Recorded information:
——————————
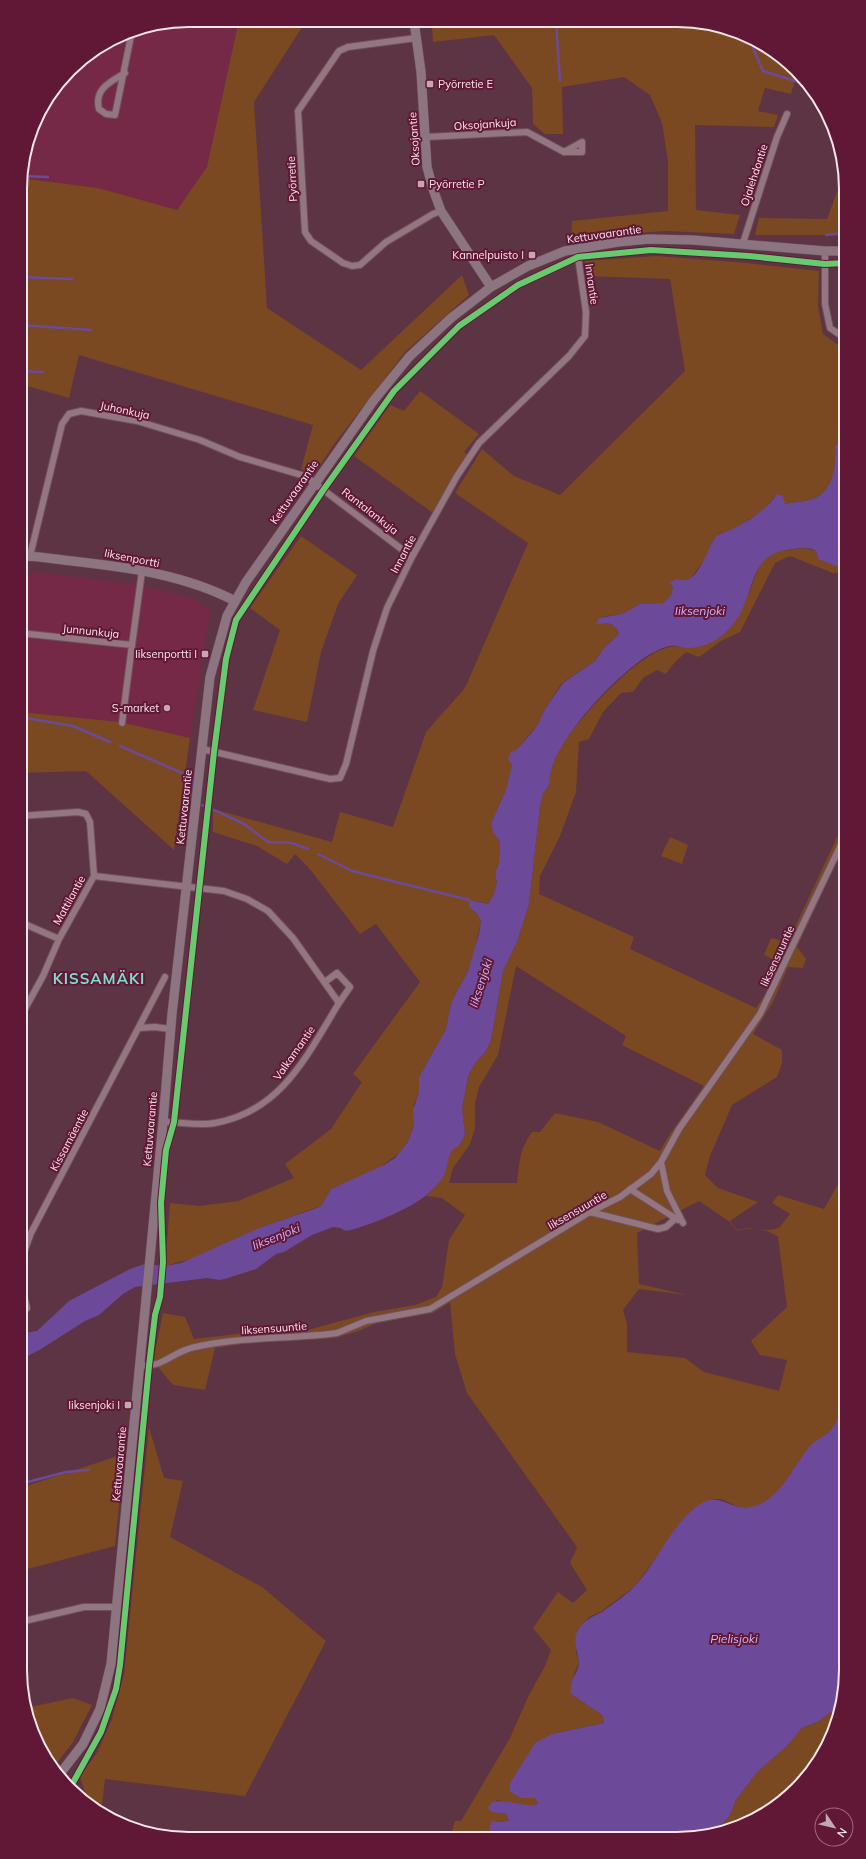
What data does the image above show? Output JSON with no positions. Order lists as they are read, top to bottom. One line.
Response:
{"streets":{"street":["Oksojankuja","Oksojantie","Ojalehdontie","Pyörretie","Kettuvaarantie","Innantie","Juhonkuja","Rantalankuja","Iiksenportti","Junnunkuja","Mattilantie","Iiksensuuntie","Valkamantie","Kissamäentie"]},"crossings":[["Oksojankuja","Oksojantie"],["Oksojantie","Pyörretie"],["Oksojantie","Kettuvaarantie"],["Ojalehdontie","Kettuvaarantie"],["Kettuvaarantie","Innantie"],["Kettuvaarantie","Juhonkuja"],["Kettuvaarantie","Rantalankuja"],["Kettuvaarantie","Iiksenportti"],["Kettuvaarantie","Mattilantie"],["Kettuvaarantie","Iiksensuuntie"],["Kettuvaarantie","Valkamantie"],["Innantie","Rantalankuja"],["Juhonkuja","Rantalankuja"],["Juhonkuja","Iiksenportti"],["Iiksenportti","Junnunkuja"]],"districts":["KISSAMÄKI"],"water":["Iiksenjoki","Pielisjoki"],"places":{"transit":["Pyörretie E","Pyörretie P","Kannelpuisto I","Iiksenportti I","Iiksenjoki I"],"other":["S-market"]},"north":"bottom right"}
——————————
Please produce an exact copy of all the material, leaving out the pictures.

What data does the image above show? Output JSON with no positions. Order lists as they are read, top to bottom. One line.
Response:
{"streets":{"street":["Oksojankuja","Oksojantie","Ojalehdontie","Pyörretie","Kettuvaarantie","Innantie","Juhonkuja","Rantalankuja","Iiksenportti","Junnunkuja","Mattilantie","Iiksensuuntie","Valkamantie","Kissamäentie"]},"crossings":[["Oksojankuja","Oksojantie"],["Oksojantie","Pyörretie"],["Oksojantie","Kettuvaarantie"],["Ojalehdontie","Kettuvaarantie"],["Kettuvaarantie","Innantie"],["Kettuvaarantie","Juhonkuja"],["Kettuvaarantie","Rantalankuja"],["Kettuvaarantie","Iiksenportti"],["Kettuvaarantie","Mattilantie"],["Kettuvaarantie","Iiksensuuntie"],["Kettuvaarantie","Valkamantie"],["Innantie","Rantalankuja"],["Juhonkuja","Rantalankuja"],["Juhonkuja","Iiksenportti"],["Iiksenportti","Junnunkuja"]],"districts":["KISSAMÄKI"],"water":["Iiksenjoki","Pielisjoki"],"places":{"transit":["Pyörretie E","Pyörretie P","Kannelpuisto I","Iiksenportti I","Iiksenjoki I"],"other":["S-market"]},"north":"bottom right"}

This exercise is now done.